Nous l’avons dit, rien de plus fatal que de familiariser sa pensée avec de simples suppositions qui, réalisées, seraient des crimes ; si monstrueuses qu’elles paraissent d’abord, peu à peu l’esprit les admet d’autant plus facilement qu’elles flattent davantage et incessamment les intérêts qu’elles serviraient.

Cela est funeste… la vue continuelle d’une proie facile éveille les appétits sanguinaires les plus endormis.

Rentrée chez elle, Paula réfléchit longtemps aux paroles mystérieuses d’Iris, à propos de la présentation de Berthe à l’hôtel Lambert.

— « Maintenant vous n’avez plus rien à désirer… quand il vous plaira vos vœux seront comblés. »

Un secret instinct lui disait que du rapprochement du prince, de M. de Brévannes et de Berthe, il pouvait résulter de graves complications ; mais que pouvait y gagner son amour à elle, pour M. de Morville ?

À ce moment, madame de Hansfeld fut interrompue par Iris.

— Que voulez-vous ? — lui dit-elle brusquement.

— Marraine, un commissionnaire vient de m’apporter une enveloppe à mon adresse ; dans cette enveloppe était une lettre pour vous.

Paula prit la lettre et tressaillit.

Elle reconnut l’écriture de M. de Morville.

Ce billet contenait seulement ces mots :

« Les circonstances, madame, me forcent à un parti extrême… J’adresse à tout hasard ce billet à votre demoiselle de compagnie… Un affreux et dernier coup accable le malheureux auquel vous avez déjà daigné tendre la main… il n’a pas désespéré de votre pitié… aujourd’hui même avec ces paroles magiques : Faust et Manfred, vous pourrez sinon le rendre à la vie… du moins adoucir son agonie. »

Un moment madame de Hansfeld ne comprit pas la signification de cette lettre.
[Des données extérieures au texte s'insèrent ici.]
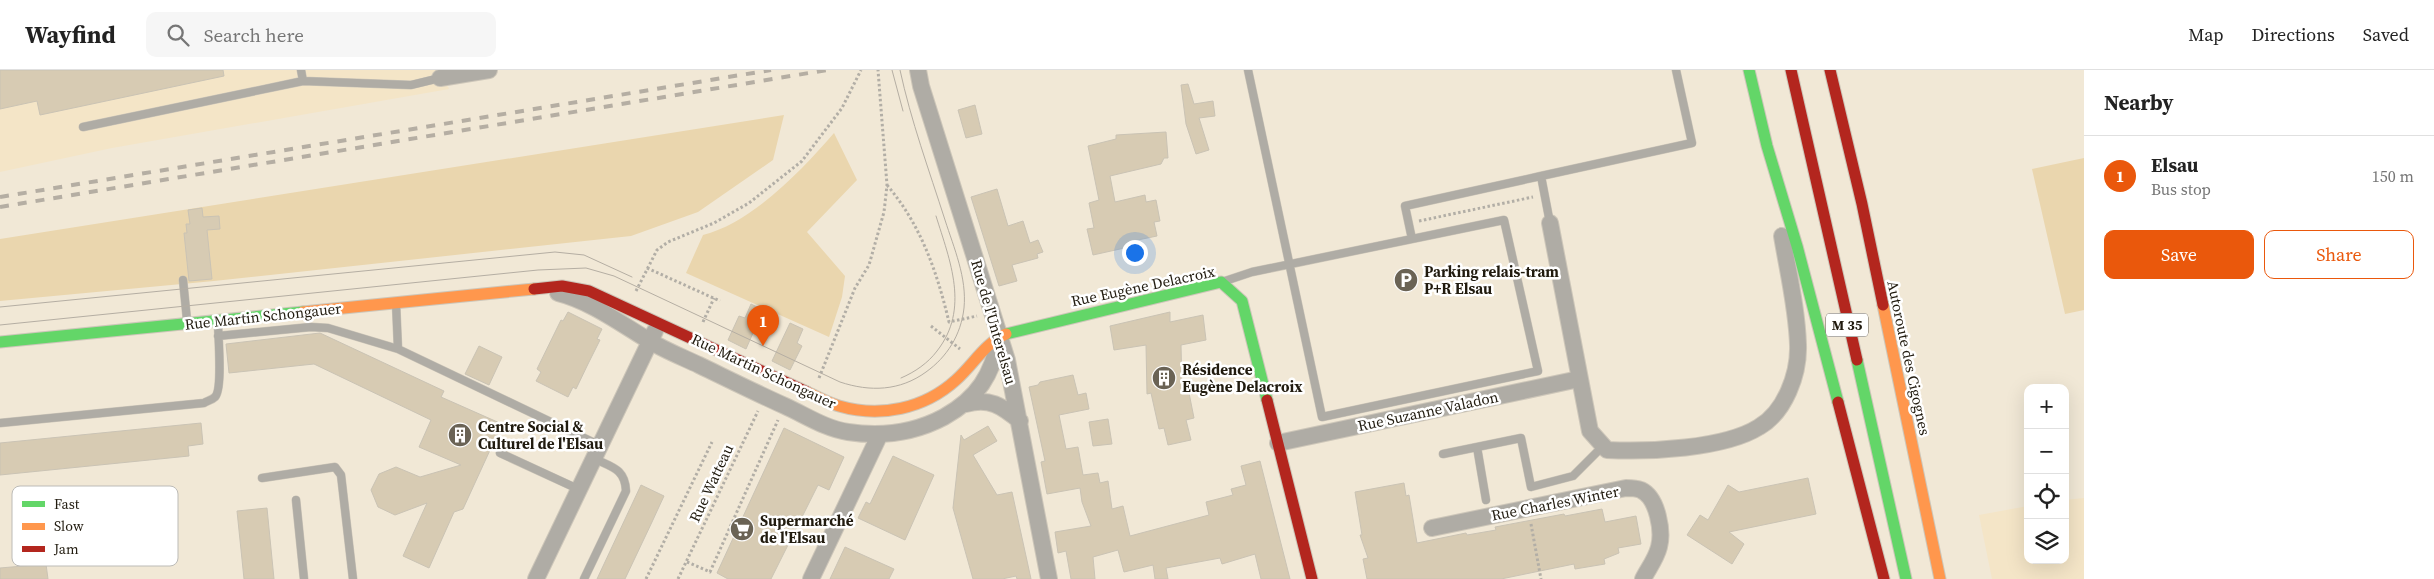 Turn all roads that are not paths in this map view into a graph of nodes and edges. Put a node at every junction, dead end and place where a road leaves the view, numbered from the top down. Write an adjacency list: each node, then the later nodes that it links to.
1 (301, 70): 10 (lane)
2 (489, 70): 9 (street)
3 (918, 70): 25 (street, Rue de l'Unterelsau)
4 (1248, 70): 16 (lane)
5 (1676, 70): 13 (lane)
6 (1749, 70): 12 (main road)
7 (1791, 70): 54 (main road, M 35)
8 (1832, 70): 55 (main road, Autoroute des Cigognes / M 35)
9 (440, 78): 10 (lane)
10 (303, 81): 11 (lane)
11 (83, 127)
12 (1767, 146): 35 (street); 53 (main road)
13 (1541, 176): 14 (lane); 15 (lane)
14 (1550, 223): 29 (street)
15 (1412, 239): 16 (lane); 16 (lane)
16 (1290, 265): 18 (lane)
17 (183, 280): 22 (lane)
18 (1221, 282): 25 (main road, Rue Eugène Delacroix); 34 (main road, Rue Eugène Delacroix)
19 (526, 289): 20 (main road, Rue Martin Schongauer); 23 (main road, Rue Martin Schongauer); 26 (street, Rue Martin Schongauer)
20 (396, 302): 21 (main road, Rue Martin Schongauer); 28 (lane)
21 (218, 320): 22 (main road, Rue Martin Schongauer); 24 (lane)
22 (187, 323): 27 (main road, Rue Martin Schongauer)
23 (659, 323): 25 (main road, Rue Martin Schongauer); 26 (street)
24 (218, 336): 28 (lane); 32 (lane)
25 (1000, 337): 30 (street, Rue Martin Schongauer); 31 (street, Rue de l'Unterelsau)
26 (649, 341): 33 (street, Rue Martin Schongauer); 37 (street)
27 (0, 342)
28 (398, 349): 37 (lane)
29 (1579, 379): 34 (street, Rue Suzanne Valadon); 35 (street)
30 (966, 404): 31 (street); 33 (street, Rue Martin Schongauer)
31 (1020, 421): 50 (street, Rue de l'Unterelsau)
32 (0, 423)
33 (880, 434): 49 (street)
34 (1278, 443): 51 (main road, Rue Eugène Delacroix)
35 (1603, 446): 36 (lane)
36 (1477, 447): 39 (lane); 43 (lane)
37 (596, 452): 41 (street); 48 (lane)
38 (500, 453): 41 (lane)
39 (1443, 454)
40 (262, 478): 46 (lane)
41 (578, 489): 47 (street)
42 (296, 500): 45 (lane)
43 (1486, 500)
44 (1432, 528): 52 (street, Rue Charles Winter)
45 (304, 579)
46 (353, 579)
47 (536, 579)
48 (584, 579)
49 (811, 579)
50 (1049, 579)
51 (1312, 579)
52 (1643, 579)
53 (1884, 579)
54 (1906, 579)
55 (1940, 579)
Puis tout à coup s’adressant à Iris :

— Quel jour sommes-nous aujourd’hui ?

— Jeudi, marraine.

— Jeudi… non, ce n’est pas cela… — se dit madame de Hansfeld — j’avais cru… mais… — reprit-elle avec anxiété — n’est-ce pas aujourd’hui la mi-carême ?

— Oui, marraine… quelques masques ont passé dans la rue.

— Oh ! je comprends… je comprends — s’écria madame de Hansfeld — et courant à son secrétaire elle écrivit ces mots à la hâte :

« Ce soir, à minuit et demi, à l’Opéra, au même endroit que la dernière fois, Faust et Manfred !… un ruban vert au camail du domino. »

Puis, cachetant et donnant cette lettre à Iris, elle lui dit :

— Voici la réponse, remettez-la…

Iris sortit.

. . . . . . . . . . . . . . . . . . . . . . . . .

Le soir, à minuit et demi, au bal de l’Opéra, Léon de Morville et madame de Hansfeld, tous deux masqués comme ils l’étaient lors de leur première entrevue, se rencontrèrent au fond du corridor des secondes loges à gauche du spectateur, et entrèrent dans le salon de l’avant-scène où avait eu lieu leur premier et leur dernier entretien.